PROBLEM. Search the listing for the word "gradient" and copy every line where it turns up.

--- START ---

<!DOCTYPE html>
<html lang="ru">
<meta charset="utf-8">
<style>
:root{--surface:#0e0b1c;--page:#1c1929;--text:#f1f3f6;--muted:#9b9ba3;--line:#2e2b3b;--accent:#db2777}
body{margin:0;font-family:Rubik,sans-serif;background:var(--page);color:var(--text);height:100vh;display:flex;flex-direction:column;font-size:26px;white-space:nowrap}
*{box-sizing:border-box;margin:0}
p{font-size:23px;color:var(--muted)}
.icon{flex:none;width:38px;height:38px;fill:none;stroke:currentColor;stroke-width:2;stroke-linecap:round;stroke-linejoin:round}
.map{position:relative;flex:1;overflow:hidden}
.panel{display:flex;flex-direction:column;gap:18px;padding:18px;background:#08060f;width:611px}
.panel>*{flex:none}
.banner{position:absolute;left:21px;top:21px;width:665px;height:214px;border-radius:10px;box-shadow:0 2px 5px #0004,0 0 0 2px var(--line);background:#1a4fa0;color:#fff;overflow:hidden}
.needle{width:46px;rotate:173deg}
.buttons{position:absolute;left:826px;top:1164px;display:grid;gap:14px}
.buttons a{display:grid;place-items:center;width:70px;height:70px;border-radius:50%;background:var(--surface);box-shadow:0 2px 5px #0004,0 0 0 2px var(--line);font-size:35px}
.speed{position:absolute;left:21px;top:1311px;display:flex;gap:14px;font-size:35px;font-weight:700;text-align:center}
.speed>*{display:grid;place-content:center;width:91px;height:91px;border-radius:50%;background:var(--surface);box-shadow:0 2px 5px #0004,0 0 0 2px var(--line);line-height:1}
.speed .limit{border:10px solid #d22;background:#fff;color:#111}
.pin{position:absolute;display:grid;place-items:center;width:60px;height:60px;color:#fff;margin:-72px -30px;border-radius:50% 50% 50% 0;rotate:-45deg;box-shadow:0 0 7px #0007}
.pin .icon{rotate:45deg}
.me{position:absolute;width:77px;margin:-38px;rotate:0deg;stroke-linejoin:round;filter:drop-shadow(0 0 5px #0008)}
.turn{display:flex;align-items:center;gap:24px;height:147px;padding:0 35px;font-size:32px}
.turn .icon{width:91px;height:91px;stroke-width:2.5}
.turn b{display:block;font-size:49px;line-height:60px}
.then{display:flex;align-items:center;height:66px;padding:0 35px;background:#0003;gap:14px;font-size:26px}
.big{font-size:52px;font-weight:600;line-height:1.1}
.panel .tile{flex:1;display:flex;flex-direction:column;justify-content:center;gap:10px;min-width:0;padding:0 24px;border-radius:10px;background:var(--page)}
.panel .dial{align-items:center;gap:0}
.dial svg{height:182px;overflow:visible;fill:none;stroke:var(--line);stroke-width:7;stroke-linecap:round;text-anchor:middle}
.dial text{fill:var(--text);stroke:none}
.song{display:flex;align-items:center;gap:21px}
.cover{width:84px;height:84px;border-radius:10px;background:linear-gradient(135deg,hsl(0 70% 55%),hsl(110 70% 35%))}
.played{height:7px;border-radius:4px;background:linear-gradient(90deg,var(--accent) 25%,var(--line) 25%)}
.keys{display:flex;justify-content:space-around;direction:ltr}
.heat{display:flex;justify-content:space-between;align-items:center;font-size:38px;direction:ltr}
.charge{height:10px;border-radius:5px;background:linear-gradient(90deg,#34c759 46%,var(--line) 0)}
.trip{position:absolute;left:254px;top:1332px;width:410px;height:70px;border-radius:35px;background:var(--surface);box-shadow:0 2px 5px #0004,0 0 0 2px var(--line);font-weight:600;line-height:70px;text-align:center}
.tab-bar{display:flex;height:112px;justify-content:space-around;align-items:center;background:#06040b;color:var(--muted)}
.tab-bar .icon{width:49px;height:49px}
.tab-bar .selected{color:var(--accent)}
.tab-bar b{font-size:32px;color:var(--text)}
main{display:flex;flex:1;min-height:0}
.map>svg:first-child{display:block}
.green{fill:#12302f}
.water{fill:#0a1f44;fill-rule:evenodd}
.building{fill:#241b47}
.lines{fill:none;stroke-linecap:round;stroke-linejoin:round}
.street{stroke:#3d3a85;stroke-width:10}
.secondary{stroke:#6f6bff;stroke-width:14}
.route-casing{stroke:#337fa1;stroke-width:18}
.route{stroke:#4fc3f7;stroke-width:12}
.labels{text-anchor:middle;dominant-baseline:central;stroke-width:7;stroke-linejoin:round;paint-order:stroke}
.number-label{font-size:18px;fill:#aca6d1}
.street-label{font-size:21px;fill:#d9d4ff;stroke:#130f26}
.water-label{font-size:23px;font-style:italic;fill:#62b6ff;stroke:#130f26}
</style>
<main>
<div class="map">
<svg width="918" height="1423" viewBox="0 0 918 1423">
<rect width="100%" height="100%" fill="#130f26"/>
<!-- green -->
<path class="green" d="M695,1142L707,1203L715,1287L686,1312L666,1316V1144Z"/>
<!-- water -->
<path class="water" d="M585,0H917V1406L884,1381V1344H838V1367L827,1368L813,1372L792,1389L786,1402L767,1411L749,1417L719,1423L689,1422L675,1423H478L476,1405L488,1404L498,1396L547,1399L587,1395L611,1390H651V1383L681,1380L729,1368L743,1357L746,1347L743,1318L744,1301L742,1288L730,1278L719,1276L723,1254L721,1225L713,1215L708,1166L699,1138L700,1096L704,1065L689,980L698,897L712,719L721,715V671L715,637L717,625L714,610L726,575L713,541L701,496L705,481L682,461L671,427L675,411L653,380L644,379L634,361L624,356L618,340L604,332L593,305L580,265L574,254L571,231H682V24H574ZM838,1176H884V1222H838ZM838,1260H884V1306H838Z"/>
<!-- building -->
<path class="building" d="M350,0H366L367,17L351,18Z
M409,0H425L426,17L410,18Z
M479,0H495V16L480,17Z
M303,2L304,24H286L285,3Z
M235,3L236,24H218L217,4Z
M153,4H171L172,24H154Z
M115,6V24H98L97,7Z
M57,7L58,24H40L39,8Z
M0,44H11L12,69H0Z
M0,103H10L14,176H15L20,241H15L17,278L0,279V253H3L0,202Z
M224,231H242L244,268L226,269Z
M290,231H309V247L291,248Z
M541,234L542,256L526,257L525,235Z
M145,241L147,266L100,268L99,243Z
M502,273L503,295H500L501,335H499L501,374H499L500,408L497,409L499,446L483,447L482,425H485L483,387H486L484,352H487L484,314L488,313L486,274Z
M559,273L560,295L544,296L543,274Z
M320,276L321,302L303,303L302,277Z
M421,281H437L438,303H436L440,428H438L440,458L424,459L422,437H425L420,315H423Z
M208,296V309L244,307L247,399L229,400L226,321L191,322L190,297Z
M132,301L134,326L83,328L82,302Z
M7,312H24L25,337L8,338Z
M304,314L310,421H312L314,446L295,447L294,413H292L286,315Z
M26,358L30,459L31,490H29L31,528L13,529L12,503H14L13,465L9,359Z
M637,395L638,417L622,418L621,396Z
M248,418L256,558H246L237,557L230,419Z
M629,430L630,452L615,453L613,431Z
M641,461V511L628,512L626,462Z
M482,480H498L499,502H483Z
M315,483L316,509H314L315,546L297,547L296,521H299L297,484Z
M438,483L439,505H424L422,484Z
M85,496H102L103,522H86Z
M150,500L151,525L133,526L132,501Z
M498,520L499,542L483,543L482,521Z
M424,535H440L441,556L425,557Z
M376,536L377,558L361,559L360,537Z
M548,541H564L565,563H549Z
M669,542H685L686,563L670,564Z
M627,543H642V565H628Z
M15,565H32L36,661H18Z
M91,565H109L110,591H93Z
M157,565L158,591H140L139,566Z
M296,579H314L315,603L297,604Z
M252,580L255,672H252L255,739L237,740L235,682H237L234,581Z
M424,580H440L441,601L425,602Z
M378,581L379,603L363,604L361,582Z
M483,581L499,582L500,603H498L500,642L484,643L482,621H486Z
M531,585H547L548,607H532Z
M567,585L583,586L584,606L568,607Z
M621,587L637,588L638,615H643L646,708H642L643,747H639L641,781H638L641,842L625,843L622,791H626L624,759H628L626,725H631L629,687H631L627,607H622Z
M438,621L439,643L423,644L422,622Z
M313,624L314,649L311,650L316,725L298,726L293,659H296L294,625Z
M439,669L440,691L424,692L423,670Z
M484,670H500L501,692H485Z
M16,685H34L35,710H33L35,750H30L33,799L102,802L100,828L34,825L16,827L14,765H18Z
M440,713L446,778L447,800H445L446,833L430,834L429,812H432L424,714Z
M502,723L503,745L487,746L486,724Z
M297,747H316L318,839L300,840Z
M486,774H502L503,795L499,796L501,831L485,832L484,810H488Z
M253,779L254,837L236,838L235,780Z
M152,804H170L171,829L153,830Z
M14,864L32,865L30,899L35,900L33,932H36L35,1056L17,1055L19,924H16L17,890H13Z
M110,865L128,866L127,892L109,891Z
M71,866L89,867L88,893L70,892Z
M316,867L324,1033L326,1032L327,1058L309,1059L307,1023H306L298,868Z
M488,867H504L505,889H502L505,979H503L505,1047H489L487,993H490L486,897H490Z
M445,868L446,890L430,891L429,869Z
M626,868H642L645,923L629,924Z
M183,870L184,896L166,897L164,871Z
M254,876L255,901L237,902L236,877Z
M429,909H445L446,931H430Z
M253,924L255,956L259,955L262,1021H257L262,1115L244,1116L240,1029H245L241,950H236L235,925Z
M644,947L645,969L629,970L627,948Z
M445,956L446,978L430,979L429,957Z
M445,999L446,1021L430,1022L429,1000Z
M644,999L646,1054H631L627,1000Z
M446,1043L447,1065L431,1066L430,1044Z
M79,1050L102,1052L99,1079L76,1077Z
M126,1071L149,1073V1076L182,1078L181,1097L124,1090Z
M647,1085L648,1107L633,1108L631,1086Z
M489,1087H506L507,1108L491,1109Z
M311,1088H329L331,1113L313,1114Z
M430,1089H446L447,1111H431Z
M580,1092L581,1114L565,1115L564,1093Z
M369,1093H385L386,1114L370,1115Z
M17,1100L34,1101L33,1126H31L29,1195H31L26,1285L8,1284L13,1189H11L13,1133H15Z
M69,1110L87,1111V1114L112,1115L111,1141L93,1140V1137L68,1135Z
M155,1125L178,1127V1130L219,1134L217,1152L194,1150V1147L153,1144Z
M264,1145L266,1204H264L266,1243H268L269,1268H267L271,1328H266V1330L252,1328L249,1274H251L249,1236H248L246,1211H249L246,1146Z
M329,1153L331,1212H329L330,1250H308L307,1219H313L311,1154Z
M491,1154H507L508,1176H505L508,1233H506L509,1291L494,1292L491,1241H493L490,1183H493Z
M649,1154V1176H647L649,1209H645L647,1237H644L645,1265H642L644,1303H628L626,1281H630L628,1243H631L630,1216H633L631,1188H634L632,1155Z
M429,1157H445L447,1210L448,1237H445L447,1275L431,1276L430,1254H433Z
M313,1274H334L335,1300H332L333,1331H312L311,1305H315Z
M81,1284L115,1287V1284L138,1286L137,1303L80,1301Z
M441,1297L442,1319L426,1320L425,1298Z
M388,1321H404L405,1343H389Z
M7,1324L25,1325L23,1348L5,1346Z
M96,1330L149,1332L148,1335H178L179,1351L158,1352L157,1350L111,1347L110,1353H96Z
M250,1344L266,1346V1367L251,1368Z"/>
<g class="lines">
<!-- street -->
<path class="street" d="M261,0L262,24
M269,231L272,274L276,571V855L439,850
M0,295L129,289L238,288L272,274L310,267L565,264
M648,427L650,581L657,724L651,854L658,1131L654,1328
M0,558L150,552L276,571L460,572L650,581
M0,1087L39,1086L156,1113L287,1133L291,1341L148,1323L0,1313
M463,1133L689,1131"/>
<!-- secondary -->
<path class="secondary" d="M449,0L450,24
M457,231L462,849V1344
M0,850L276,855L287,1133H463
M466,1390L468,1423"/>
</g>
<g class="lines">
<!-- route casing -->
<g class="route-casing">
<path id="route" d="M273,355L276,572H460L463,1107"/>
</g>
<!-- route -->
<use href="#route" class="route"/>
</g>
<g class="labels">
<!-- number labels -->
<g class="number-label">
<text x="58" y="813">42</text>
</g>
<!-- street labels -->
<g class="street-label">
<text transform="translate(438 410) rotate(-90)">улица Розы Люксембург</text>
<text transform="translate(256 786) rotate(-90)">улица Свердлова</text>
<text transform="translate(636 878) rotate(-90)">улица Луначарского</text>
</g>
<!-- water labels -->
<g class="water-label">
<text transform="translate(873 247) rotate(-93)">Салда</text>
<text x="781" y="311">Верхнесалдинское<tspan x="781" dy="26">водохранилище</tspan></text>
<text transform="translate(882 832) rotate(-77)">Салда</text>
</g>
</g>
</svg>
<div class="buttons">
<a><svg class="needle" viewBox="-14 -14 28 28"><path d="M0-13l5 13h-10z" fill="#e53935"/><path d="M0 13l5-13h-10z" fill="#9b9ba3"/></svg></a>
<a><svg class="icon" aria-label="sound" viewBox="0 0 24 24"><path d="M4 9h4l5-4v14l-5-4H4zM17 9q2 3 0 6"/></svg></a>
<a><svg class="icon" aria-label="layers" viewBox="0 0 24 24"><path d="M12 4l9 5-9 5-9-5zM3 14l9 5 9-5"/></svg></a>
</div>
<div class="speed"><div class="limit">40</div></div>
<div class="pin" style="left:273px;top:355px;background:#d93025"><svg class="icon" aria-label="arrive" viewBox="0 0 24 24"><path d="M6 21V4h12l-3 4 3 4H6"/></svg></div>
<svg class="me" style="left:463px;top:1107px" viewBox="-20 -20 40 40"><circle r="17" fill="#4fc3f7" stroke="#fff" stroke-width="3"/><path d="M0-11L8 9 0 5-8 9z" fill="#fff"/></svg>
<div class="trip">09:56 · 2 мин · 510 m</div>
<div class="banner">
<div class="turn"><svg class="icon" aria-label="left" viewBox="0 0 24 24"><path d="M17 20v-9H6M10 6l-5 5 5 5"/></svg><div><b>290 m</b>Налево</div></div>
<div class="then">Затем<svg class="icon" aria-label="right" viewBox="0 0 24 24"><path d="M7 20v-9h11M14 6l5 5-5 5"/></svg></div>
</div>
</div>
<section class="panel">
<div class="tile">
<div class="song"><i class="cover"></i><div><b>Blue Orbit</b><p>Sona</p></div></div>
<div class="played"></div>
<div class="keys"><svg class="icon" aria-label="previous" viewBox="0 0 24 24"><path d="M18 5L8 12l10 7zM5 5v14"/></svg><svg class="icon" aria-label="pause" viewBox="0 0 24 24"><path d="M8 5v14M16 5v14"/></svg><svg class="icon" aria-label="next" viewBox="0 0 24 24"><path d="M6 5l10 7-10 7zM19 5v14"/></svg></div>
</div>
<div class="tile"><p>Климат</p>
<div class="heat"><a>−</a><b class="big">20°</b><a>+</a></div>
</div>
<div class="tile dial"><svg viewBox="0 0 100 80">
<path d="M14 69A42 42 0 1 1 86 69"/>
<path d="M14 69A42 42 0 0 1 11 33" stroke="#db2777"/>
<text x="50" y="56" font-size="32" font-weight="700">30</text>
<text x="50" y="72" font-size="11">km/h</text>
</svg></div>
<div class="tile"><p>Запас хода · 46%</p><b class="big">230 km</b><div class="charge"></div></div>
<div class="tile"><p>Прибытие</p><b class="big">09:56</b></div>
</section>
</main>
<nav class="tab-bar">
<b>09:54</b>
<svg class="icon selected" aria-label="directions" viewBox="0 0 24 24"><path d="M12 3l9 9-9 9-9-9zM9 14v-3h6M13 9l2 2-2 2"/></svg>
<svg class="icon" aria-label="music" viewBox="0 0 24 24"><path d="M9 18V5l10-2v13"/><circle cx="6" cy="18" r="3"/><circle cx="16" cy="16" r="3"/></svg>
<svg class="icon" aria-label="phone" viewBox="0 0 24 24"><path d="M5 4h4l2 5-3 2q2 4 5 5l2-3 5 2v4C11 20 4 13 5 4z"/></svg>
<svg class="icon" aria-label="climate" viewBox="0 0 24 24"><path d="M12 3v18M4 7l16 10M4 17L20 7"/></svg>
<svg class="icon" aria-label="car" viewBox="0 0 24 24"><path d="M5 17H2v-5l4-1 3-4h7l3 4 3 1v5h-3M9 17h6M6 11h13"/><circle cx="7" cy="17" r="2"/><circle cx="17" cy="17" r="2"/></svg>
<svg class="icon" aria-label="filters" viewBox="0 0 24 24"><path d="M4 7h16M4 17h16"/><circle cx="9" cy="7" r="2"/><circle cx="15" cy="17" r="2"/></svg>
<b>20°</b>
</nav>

--- END ---

ANSWER TO THIS TASK.
.cover{width:84px;height:84px;border-radius:10px;background:linear-gradient(135deg,hsl(0 70% 55%),hsl(110 70% 35%))}
.played{height:7px;border-radius:4px;background:linear-gradient(90deg,var(--accent) 25%,var(--line) 25%)}
.charge{height:10px;border-radius:5px;background:linear-gradient(90deg,#34c759 46%,var(--line) 0)}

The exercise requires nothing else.